What to produce:
Every line of the data below should be printed exactly. Nothing may be dropped.

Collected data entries
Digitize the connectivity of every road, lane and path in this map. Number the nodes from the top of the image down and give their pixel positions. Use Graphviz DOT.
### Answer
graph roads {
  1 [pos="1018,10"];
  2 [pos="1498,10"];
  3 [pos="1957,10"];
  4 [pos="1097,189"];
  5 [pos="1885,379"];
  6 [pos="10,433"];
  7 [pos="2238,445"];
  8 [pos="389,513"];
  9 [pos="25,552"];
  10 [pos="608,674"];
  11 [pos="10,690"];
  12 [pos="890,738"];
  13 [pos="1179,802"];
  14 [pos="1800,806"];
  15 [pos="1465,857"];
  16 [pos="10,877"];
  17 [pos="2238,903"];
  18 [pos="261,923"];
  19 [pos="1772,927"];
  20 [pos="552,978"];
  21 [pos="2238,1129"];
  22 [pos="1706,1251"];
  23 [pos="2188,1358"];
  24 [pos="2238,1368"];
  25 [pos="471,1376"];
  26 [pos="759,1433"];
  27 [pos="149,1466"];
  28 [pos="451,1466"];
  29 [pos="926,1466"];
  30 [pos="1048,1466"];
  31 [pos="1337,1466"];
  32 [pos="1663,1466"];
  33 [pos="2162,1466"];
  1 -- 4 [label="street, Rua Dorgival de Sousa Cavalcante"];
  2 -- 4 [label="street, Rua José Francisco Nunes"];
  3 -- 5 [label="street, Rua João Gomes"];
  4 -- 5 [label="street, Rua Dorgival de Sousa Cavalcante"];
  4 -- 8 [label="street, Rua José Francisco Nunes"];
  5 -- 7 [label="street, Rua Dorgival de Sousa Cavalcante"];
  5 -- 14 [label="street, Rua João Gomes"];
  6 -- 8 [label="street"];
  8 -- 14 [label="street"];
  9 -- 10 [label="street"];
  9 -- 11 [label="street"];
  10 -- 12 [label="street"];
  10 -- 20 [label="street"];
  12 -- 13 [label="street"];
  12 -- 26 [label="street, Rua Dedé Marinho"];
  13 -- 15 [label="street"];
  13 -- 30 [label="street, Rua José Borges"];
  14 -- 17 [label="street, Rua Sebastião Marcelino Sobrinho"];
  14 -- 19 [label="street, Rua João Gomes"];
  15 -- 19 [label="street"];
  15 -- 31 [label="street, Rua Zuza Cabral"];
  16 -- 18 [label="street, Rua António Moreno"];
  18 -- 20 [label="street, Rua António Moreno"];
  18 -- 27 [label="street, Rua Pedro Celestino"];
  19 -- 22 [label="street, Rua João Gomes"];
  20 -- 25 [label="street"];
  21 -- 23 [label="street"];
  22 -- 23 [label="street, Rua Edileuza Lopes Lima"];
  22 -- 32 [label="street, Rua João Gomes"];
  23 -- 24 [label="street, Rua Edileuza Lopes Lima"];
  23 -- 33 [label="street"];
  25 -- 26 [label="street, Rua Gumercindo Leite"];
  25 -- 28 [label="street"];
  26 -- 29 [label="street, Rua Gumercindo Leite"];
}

Answer:
Digitize the connectivity of every road, lane and path in this map. Number the nodes from the top of the image down and give their pixel positions. Use Graphviz DOT.
### Answer
graph roads {
  1 [pos="1018,10"];
  2 [pos="1498,10"];
  3 [pos="1957,10"];
  4 [pos="1097,189"];
  5 [pos="1885,379"];
  6 [pos="10,433"];
  7 [pos="2238,445"];
  8 [pos="389,513"];
  9 [pos="25,552"];
  10 [pos="608,674"];
  11 [pos="10,690"];
  12 [pos="890,738"];
  13 [pos="1179,802"];
  14 [pos="1800,806"];
  15 [pos="1465,857"];
  16 [pos="10,877"];
  17 [pos="2238,903"];
  18 [pos="261,923"];
  19 [pos="1772,927"];
  20 [pos="552,978"];
  21 [pos="2238,1129"];
  22 [pos="1706,1251"];
  23 [pos="2188,1358"];
  24 [pos="2238,1368"];
  25 [pos="471,1376"];
  26 [pos="759,1433"];
  27 [pos="149,1466"];
  28 [pos="451,1466"];
  29 [pos="926,1466"];
  30 [pos="1048,1466"];
  31 [pos="1337,1466"];
  32 [pos="1663,1466"];
  33 [pos="2162,1466"];
  1 -- 4 [label="street, Rua Dorgival de Sousa Cavalcante"];
  2 -- 4 [label="street, Rua José Francisco Nunes"];
  3 -- 5 [label="street, Rua João Gomes"];
  4 -- 5 [label="street, Rua Dorgival de Sousa Cavalcante"];
  4 -- 8 [label="street, Rua José Francisco Nunes"];
  5 -- 7 [label="street, Rua Dorgival de Sousa Cavalcante"];
  5 -- 14 [label="street, Rua João Gomes"];
  6 -- 8 [label="street"];
  8 -- 14 [label="street"];
  9 -- 10 [label="street"];
  9 -- 11 [label="street"];
  10 -- 12 [label="street"];
  10 -- 20 [label="street"];
  12 -- 13 [label="street"];
  12 -- 26 [label="street, Rua Dedé Marinho"];
  13 -- 15 [label="street"];
  13 -- 30 [label="street, Rua José Borges"];
  14 -- 17 [label="street, Rua Sebastião Marcelino Sobrinho"];
  14 -- 19 [label="street, Rua João Gomes"];
  15 -- 19 [label="street"];
  15 -- 31 [label="street, Rua Zuza Cabral"];
  16 -- 18 [label="street, Rua António Moreno"];
  18 -- 20 [label="street, Rua António Moreno"];
  18 -- 27 [label="street, Rua Pedro Celestino"];
  19 -- 22 [label="street, Rua João Gomes"];
  20 -- 25 [label="street"];
  21 -- 23 [label="street"];
  22 -- 23 [label="street, Rua Edileuza Lopes Lima"];
  22 -- 32 [label="street, Rua João Gomes"];
  23 -- 24 [label="street, Rua Edileuza Lopes Lima"];
  23 -- 33 [label="street"];
  25 -- 26 [label="street, Rua Gumercindo Leite"];
  25 -- 28 [label="street"];
  26 -- 29 [label="street, Rua Gumercindo Leite"];
}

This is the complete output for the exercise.